Are we crazy? “Science is not the only path to knowledge,” according to the blurb of Proust Was a Neuroscientist. “When it comes to understanding the brain, art got there first.” Lehrer asks us to read Virginia Woolf and Gertrude Stein. According to Lehrer, Stein’s major literary discovery was that, no matter how hard she tried to strip language of meaning, the brain’s “desperate neuronal search for patterns” trumped her. We studied Tender Buttons, initially incomprehensible like so much of Stein’s writing. First, just let it wash over you and see how that feels. Then apply your brain and analyze meanings of individual words plus words in relation with one another; in the midst of nonsense, meaning arises.

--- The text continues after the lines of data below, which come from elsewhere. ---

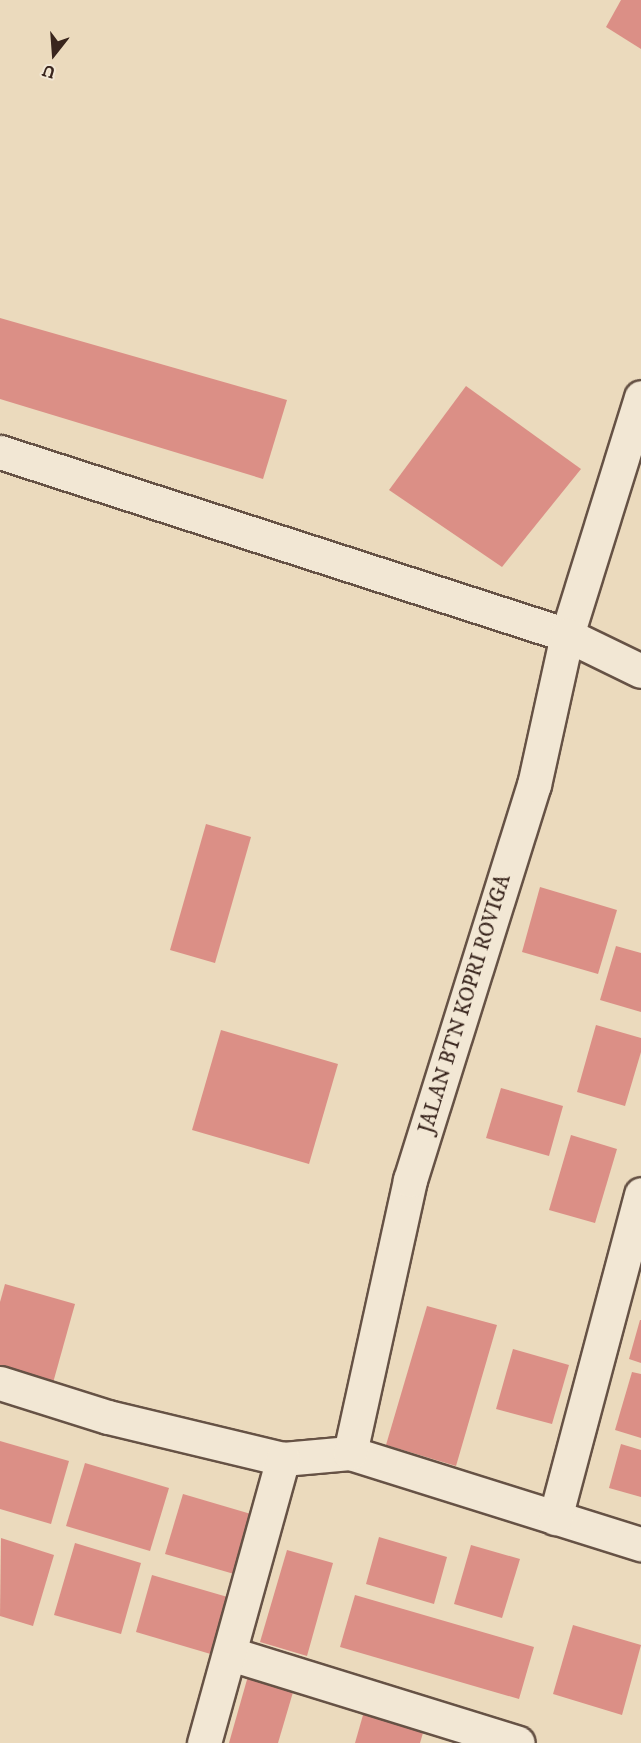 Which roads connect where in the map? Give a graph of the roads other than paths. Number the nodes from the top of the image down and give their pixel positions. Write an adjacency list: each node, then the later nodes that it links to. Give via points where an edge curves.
1 (641, 397): 3 (street, JALAN BTN KOPRI ROVIGA)
2 (0, 452): 3 (street)
3 (567, 635): 4 (street); 7 (street, JALAN BTN KOPRI ROVIGA, via 534,785 410,1180)
4 (641, 671)
5 (641, 1194): 9 (street)
6 (0, 1383): 8 (street, via 108,1417)
7 (350, 1453): 8 (street); 9 (street)
8 (283, 1459): 11 (street)
9 (555, 1518): 10 (street)
10 (641, 1544)
11 (231, 1653): 12 (street); 13 (street)
12 (204, 1743)
13 (518, 1743) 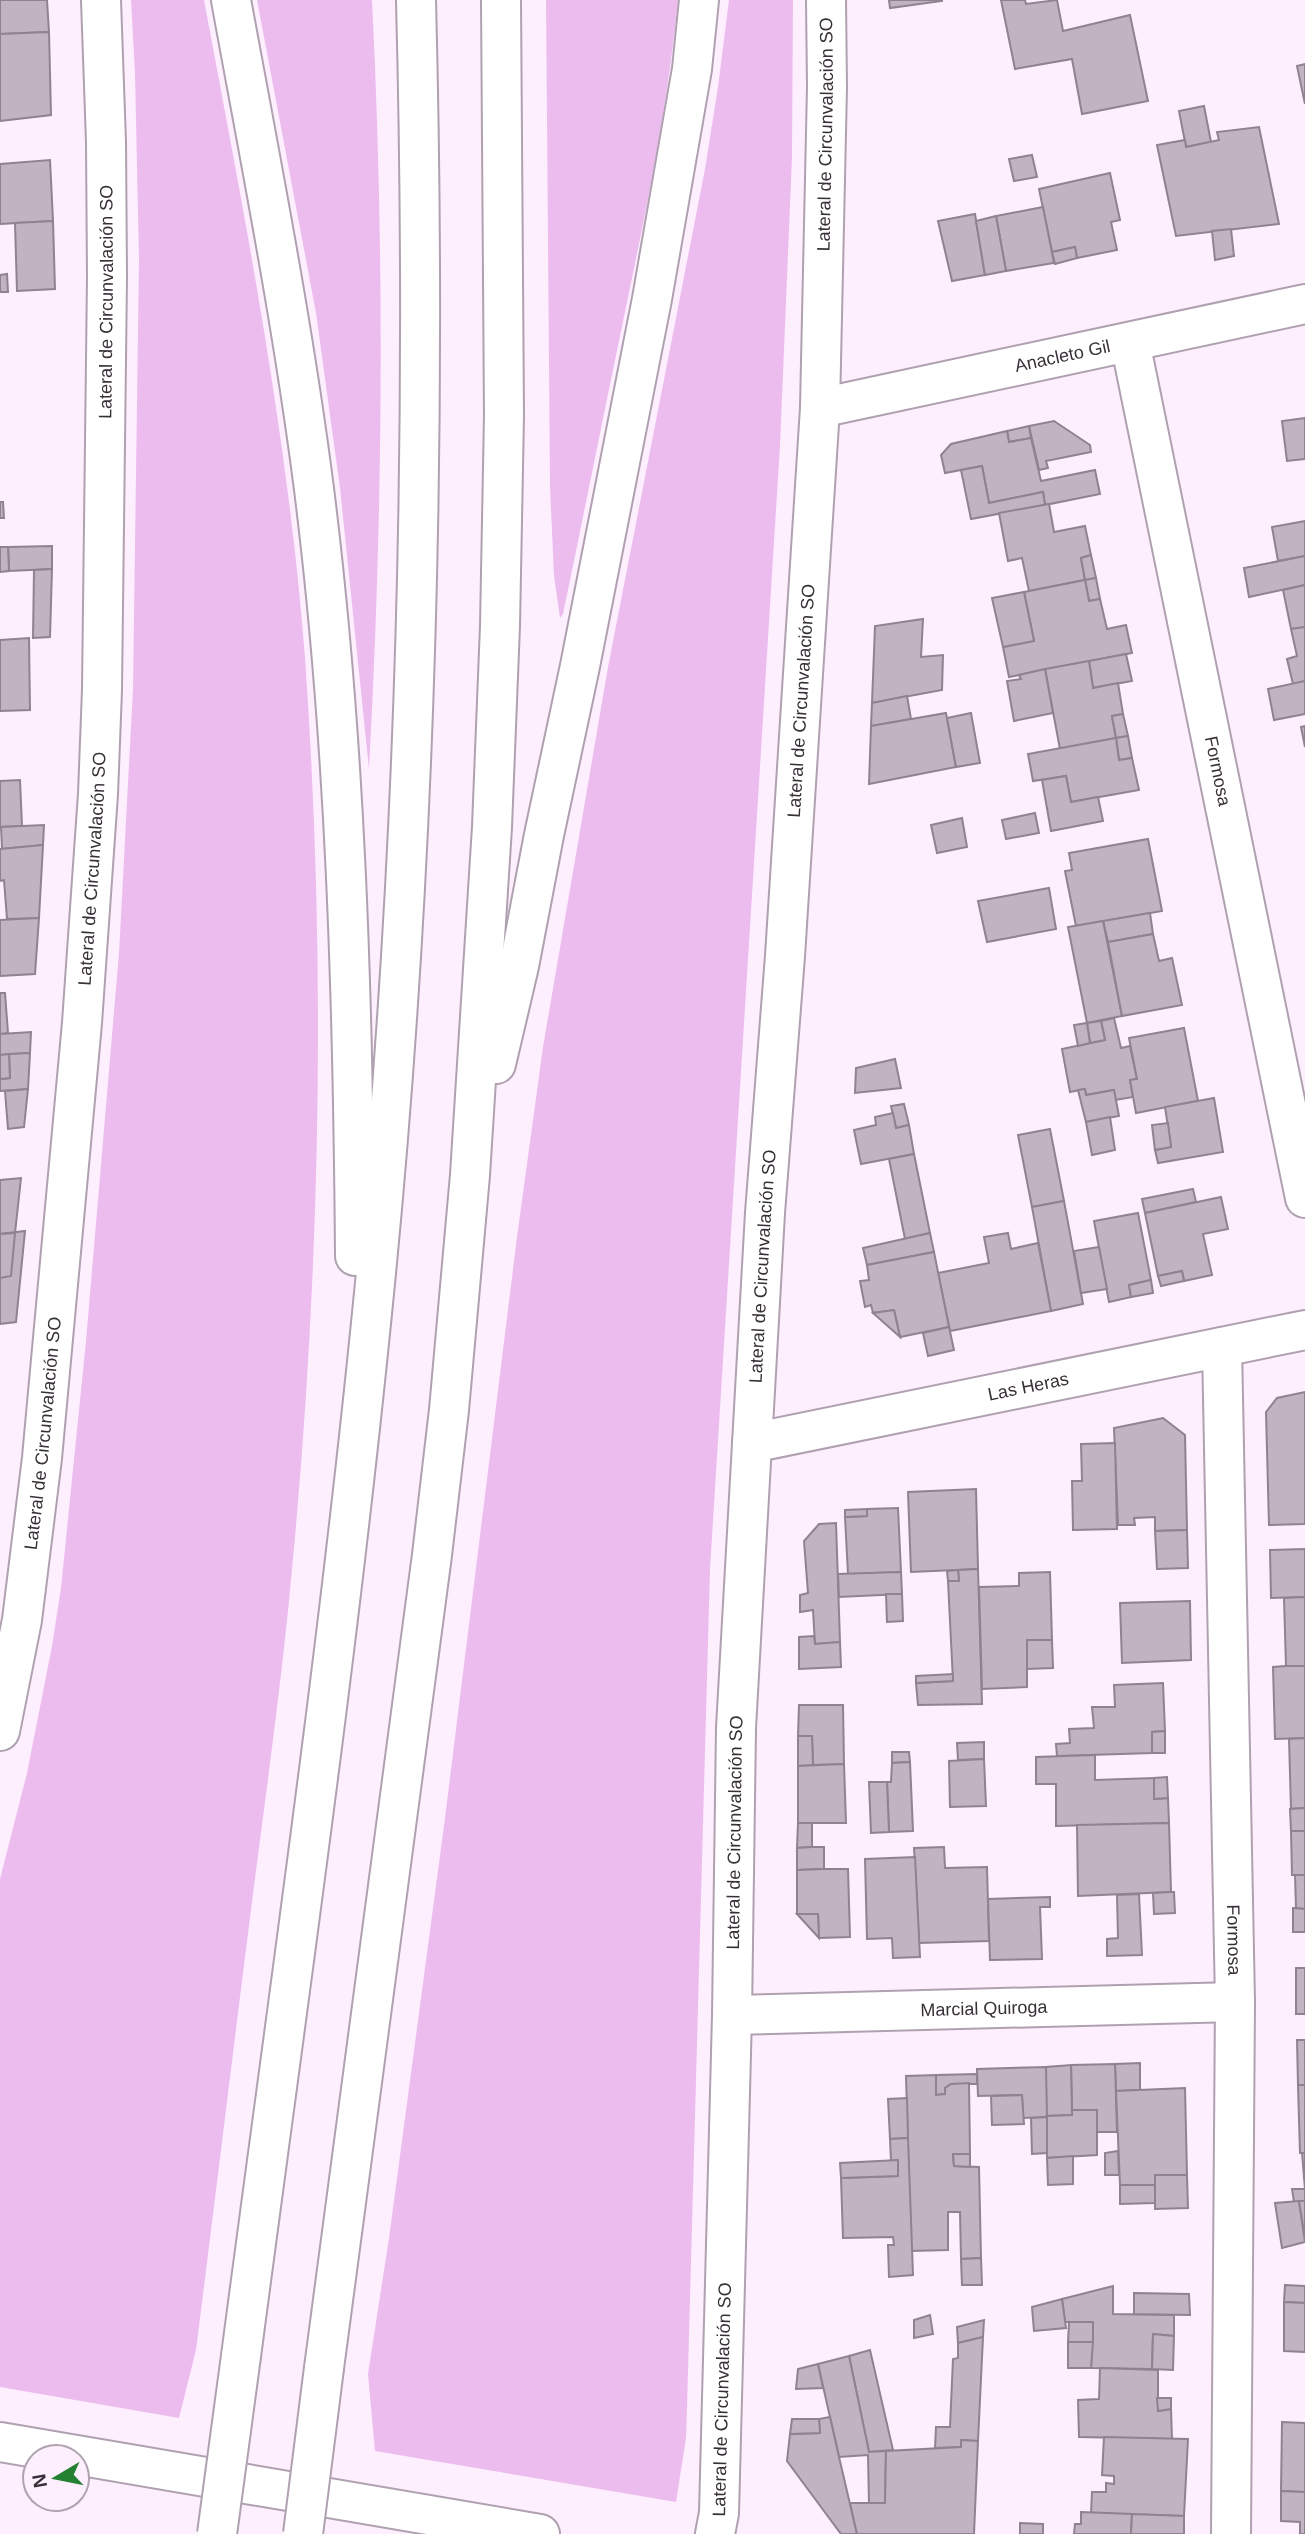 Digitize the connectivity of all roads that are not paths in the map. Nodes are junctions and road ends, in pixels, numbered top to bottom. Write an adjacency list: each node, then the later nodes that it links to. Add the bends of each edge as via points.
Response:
1 (101, 0): 16 (main road, Lateral de Circunvalación SO, via 107,277 98,781 82,1023 42,1458)
2 (231, 0): 14 (main road, via 295,354 330,643 352,987)
3 (416, 0): 14 (main road, via 422,240 412,779 383,1189)
4 (501, 0): 10 (main road, via 504,415 500,612)
5 (699, 0): 10 (main road, via 692,69 649,312 519,966)
6 (826, 0): 9 (main road, Lateral de Circunvalación SO)
7 (1305, 304): 8 (main road, Anacleto Gil)
8 (1130, 342): 9 (main road, Anacleto Gil); 11 (main road, Formosa)
9 (820, 408): 15 (main road, Lateral de Circunvalación SO)
10 (470, 1175): 22 (main road, bridge, via 432,1555)
11 (1305, 1198)
12 (1305, 1330): 13 (main road, Las Heras)
13 (1222, 1347): 15 (main road, Las Heras); 18 (main road, Formosa)
14 (357, 1440): 21 (main road, bridge, via 323,1737)
15 (752, 1443): 19 (main road, Lateral de Circunvalación SO, via 736,1728)
16 (10, 1633): 17 (main road, Lateral de Circunvalación SO)
17 (0, 1731)
18 (1235, 2002): 19 (main road, Marcial Quiroga); 25 (main road, Formosa)
19 (732, 2015): 24 (main road, Lateral de Circunvalación SO)
20 (0, 2442): 23 (main road)
21 (217, 2534)
22 (303, 2534)
23 (540, 2534)
24 (715, 2534)
25 (1231, 2534) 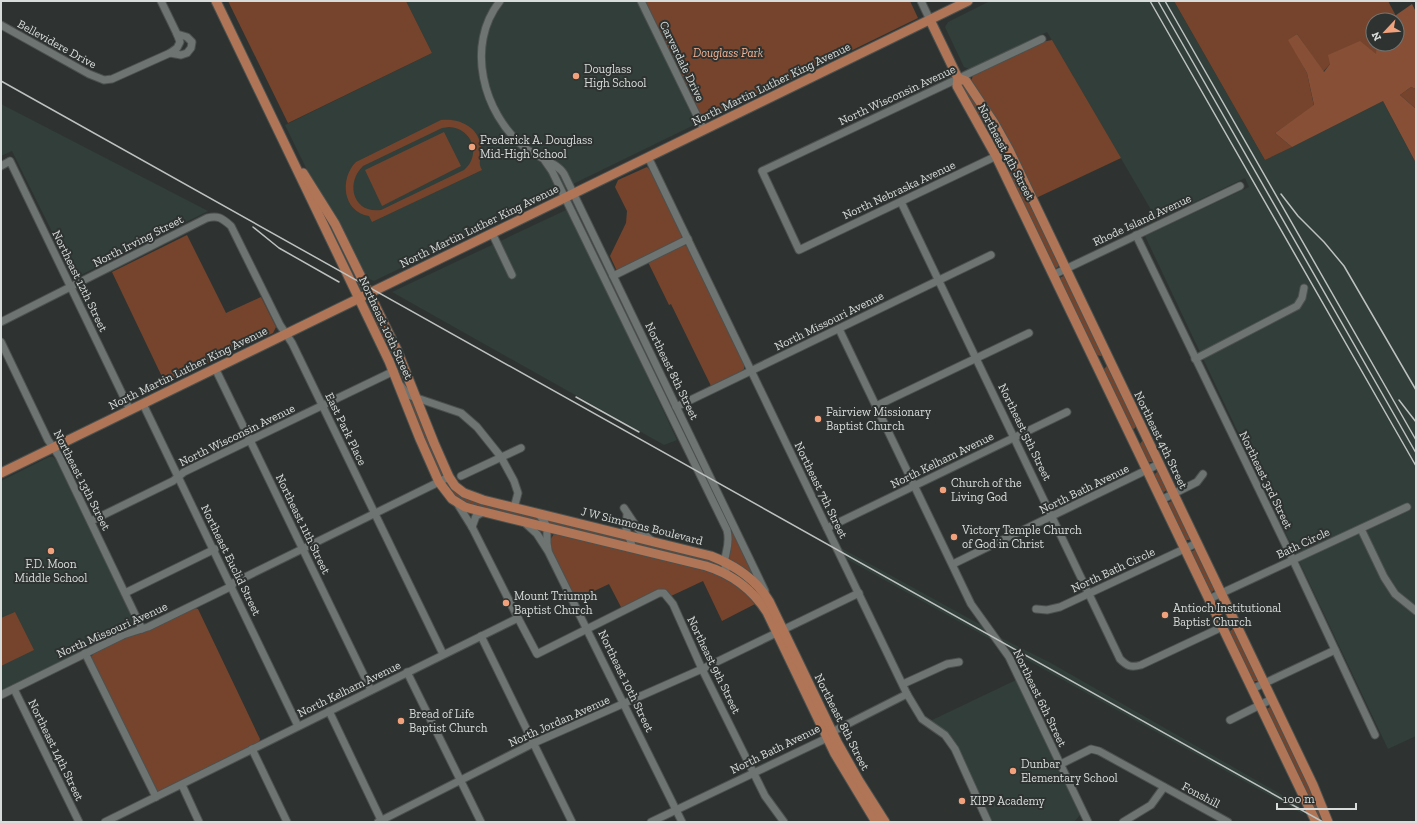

Students were assigned to write “nonsense essays,” something they laughed at, thinking it would be easy, only to learn how difficult it is to turn off the brain’s basic impulse to make meaning.
About Oakland, CA, where our campus is located, Stein famously said, “There is no there there.” Lehrer shows that neuroscience agrees: “The head holds a raucous parliament of cells that endlessly debate what sensations and feelings should become conscious. These neurons are distributed all across the brain, and their firing unfolds over time. This means that the mind is not a place, it is a process.”
Lehrer sees Virginia Woolf as having offered an alternative to the hardnosed scientific materialism of her time. “Woolf’s art searched for whatever held us together. What she found was the self, the ‘essential thing,’” Lehrer writes. She “wanted to expose our ineffability, to show us that we are ‘like a butterfly’s wing… clamped together with bolts of iron.’” And who hasn’t felt that way, as finals loom, and family calls, and we face our future not knowing what it will hold? “Woolf realized that the self emerges via the act of attention. We bind together our sensory parts by experiencing them from a particular point of view.”
With what magnificent vitality the atoms of my attention disperse, Woolf wrote, and create a richer, a stronger, a more complicated world in which I am called upon to act my part.
We are all called upon to act our parts. I am an English professor. With the help of Jonah Lehrer’s clearly written and comprehensive book, I did what I am compelled to do: teach students how to read, write, and think for themselves, whoever they may be.